Today, Fort Monmouth continues that legacy with one of the largest concentrations of engineers and Ph.D.'s in the country, developing technologies across the entire sphere of what is known as C4ISR, command and control, communications, computers, intelligence, surveillance, and reconnaissance. That support includes day-to-day involvement in ongoing combat operations in Iraq and Afghanistan, and a team of 125 engineers trying to find a solution to combat the threat of improvised explosive devices. Yet, the Pentagon BRAC recommendations call for closing Fort Monmouth, and redistributing most of its functions to Aberdeen Proving Ground, Md., and Fort Belvoir, Va.
Witnesses testifying to the BRAC Commission hearing in Baltimore on July 8 graphically demonstrated the impact of closing Fort Monmouth. Retired Vice Admiral Paul Gaffney, whose 35-year Navy career included four years as head of research and development for the Navy, warned the Commission that the Pentagon recommendation would result in substantial disruption of the base's missions. "There was no discussion, no consideration, no calculation of the disruption to the current force, to the current mission, support to the war that goes on today," he said. This support includes "the hundreds of Fort Monmouth engineers that have been in Iraq and in Afghanistan updating equipment that they've built, the software that is sent daily, maybe minute by minute, into the war zone to update software in the field, or the amount of money that's been added to Fort Monmouth to deal with the evolving threat in that war fight."
Robert Giordano, who spent his entire career working in research and development at Fort Monmouth, warned the Commission that the loss of the highly trained and educated workforce would be catastrophic for the Defense Department.
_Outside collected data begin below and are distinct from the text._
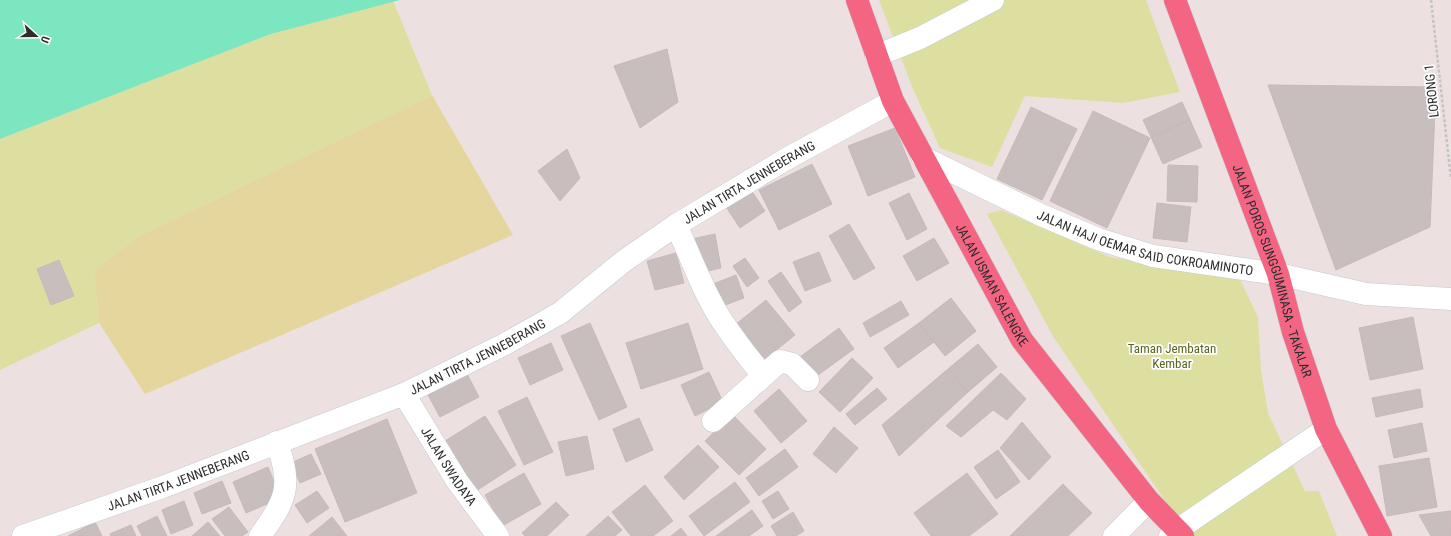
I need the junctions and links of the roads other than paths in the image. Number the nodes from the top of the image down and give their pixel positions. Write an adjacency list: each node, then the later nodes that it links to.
1 (857, 0): 4 (highway, JALAN USMAN SALENGKE)
2 (993, 0): 4 (street)
3 (1175, 0): 8 (highway, JALAN POROS SUNGGUMINASA - TAKALAR)
4 (876, 56): 5 (highway, JALAN USMAN SALENGKE)
5 (893, 101): 6 (highway, JALAN USMAN SALENGKE); 7 (street, JALAN TIRTA JENNEBERANG)
6 (922, 157): 8 (street, JALAN HAJI OEMAR SAID COKROAMINOTO); 16 (highway, JALAN USMAN SALENGKE)
7 (676, 225): 10 (street); 12 (street, JALAN TIRTA JENNEBERANG)
8 (1278, 274): 9 (street, JALAN HAJI OEMAR SAID COKROAMINOTO); 14 (highway, JALAN POROS SUNGGUMINASA - TAKALAR)
9 (1451, 299)
10 (763, 375): 11 (street); 13 (street)
11 (808, 380)
12 (404, 394): 15 (street, JALAN TIRTA JENNEBERANG); 20 (street, JALAN SWADAYA)
13 (713, 421)
14 (1326, 428): 17 (street); 22 (highway, JALAN POROS SUNGGUMINASA - TAKALAR)
15 (277, 442): 18 (street, JALAN TIRTA JENNEBERANG); 19 (street)
16 (1149, 501): 17 (highway, JALAN USMAN SALENGKE); 21 (street)
17 (1177, 534)
18 (23, 536)
19 (260, 536)
20 (498, 536)
21 (1114, 536)
22 (1381, 536)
According to surveys, few, perhaps less than 20%, of the 5,000 technical workers would move to Aberdeen and Fort Belvoir, primarily because they are in two-income families with children in local schools, resulting in a huge loss of skills and institutional knowledge that would not be passed on to the new workers hired at other locations.
Gaffney also stressed that Fort Monmouth is in the middle of the "highest concentration of scientists and engineers between Philadelphia and New York City." He reported that in the Monmouth and the surrounding Ocean County area, there are more than 800 firms working in the same technology fields as Fort Monmouth. "There are terrific partnerships between Fort Monmouth and both academia and industry in the area," Gaffney said.
What makes the Pentagon plan to dismantle Fort Monmouth even more ironic is that the Director of Defense Research and Engineering, Dr. Ron Sega, has gone around the country making speeches about the dangers of the shrinking pool of engineers in the United States, and the Defense Department is facing large retirements in the near term in its own engineering workforce. "This is not the time to be trying to reconstitute the workforce no matter where one is moving," Gaffney said.